**PROBLEM STATEMENT:** Reproduce the entries exactly. Omit none of them.

**DATA RECORDS:**
═══
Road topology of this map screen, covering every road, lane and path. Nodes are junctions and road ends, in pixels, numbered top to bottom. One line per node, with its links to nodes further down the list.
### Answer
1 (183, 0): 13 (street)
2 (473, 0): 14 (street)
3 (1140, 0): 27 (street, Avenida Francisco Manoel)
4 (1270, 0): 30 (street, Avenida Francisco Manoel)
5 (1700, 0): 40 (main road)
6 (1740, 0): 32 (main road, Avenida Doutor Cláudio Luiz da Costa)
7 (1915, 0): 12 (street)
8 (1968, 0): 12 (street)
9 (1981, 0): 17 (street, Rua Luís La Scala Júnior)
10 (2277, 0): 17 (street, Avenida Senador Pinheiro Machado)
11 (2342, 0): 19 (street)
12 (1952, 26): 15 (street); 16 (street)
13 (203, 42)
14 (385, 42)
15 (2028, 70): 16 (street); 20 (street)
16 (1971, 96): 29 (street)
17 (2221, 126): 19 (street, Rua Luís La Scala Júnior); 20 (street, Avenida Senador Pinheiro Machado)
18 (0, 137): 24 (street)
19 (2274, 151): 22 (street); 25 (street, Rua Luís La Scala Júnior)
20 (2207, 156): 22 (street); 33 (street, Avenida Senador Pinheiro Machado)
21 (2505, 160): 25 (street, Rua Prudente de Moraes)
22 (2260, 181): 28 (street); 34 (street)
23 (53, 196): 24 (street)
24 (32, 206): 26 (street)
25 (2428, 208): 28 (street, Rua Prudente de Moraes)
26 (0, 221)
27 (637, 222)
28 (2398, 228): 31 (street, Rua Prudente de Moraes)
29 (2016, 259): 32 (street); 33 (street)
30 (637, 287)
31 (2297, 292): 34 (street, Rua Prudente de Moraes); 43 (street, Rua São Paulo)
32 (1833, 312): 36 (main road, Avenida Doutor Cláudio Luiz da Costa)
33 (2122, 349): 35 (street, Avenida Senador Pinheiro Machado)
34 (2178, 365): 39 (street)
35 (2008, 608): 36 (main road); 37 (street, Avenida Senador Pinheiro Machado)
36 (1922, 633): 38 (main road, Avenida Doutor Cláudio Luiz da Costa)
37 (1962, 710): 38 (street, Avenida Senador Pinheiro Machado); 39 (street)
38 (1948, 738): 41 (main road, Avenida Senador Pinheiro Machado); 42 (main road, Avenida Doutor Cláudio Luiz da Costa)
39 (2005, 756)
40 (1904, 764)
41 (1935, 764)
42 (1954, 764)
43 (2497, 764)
═══
**SOLVED EXERCISE:**
Road topology of this map screen, covering every road, lane and path. Nodes are junctions and road ends, in pixels, numbered top to bottom. One line per node, with its links to nodes further down the list.
### Answer
1 (183, 0): 13 (street)
2 (473, 0): 14 (street)
3 (1140, 0): 27 (street, Avenida Francisco Manoel)
4 (1270, 0): 30 (street, Avenida Francisco Manoel)
5 (1700, 0): 40 (main road)
6 (1740, 0): 32 (main road, Avenida Doutor Cláudio Luiz da Costa)
7 (1915, 0): 12 (street)
8 (1968, 0): 12 (street)
9 (1981, 0): 17 (street, Rua Luís La Scala Júnior)
10 (2277, 0): 17 (street, Avenida Senador Pinheiro Machado)
11 (2342, 0): 19 (street)
12 (1952, 26): 15 (street); 16 (street)
13 (203, 42)
14 (385, 42)
15 (2028, 70): 16 (street); 20 (street)
16 (1971, 96): 29 (street)
17 (2221, 126): 19 (street, Rua Luís La Scala Júnior); 20 (street, Avenida Senador Pinheiro Machado)
18 (0, 137): 24 (street)
19 (2274, 151): 22 (street); 25 (street, Rua Luís La Scala Júnior)
20 (2207, 156): 22 (street); 33 (street, Avenida Senador Pinheiro Machado)
21 (2505, 160): 25 (street, Rua Prudente de Moraes)
22 (2260, 181): 28 (street); 34 (street)
23 (53, 196): 24 (street)
24 (32, 206): 26 (street)
25 (2428, 208): 28 (street, Rua Prudente de Moraes)
26 (0, 221)
27 (637, 222)
28 (2398, 228): 31 (street, Rua Prudente de Moraes)
29 (2016, 259): 32 (street); 33 (street)
30 (637, 287)
31 (2297, 292): 34 (street, Rua Prudente de Moraes); 43 (street, Rua São Paulo)
32 (1833, 312): 36 (main road, Avenida Doutor Cláudio Luiz da Costa)
33 (2122, 349): 35 (street, Avenida Senador Pinheiro Machado)
34 (2178, 365): 39 (street)
35 (2008, 608): 36 (main road); 37 (street, Avenida Senador Pinheiro Machado)
36 (1922, 633): 38 (main road, Avenida Doutor Cláudio Luiz da Costa)
37 (1962, 710): 38 (street, Avenida Senador Pinheiro Machado); 39 (street)
38 (1948, 738): 41 (main road, Avenida Senador Pinheiro Machado); 42 (main road, Avenida Doutor Cláudio Luiz da Costa)
39 (2005, 756)
40 (1904, 764)
41 (1935, 764)
42 (1954, 764)
43 (2497, 764)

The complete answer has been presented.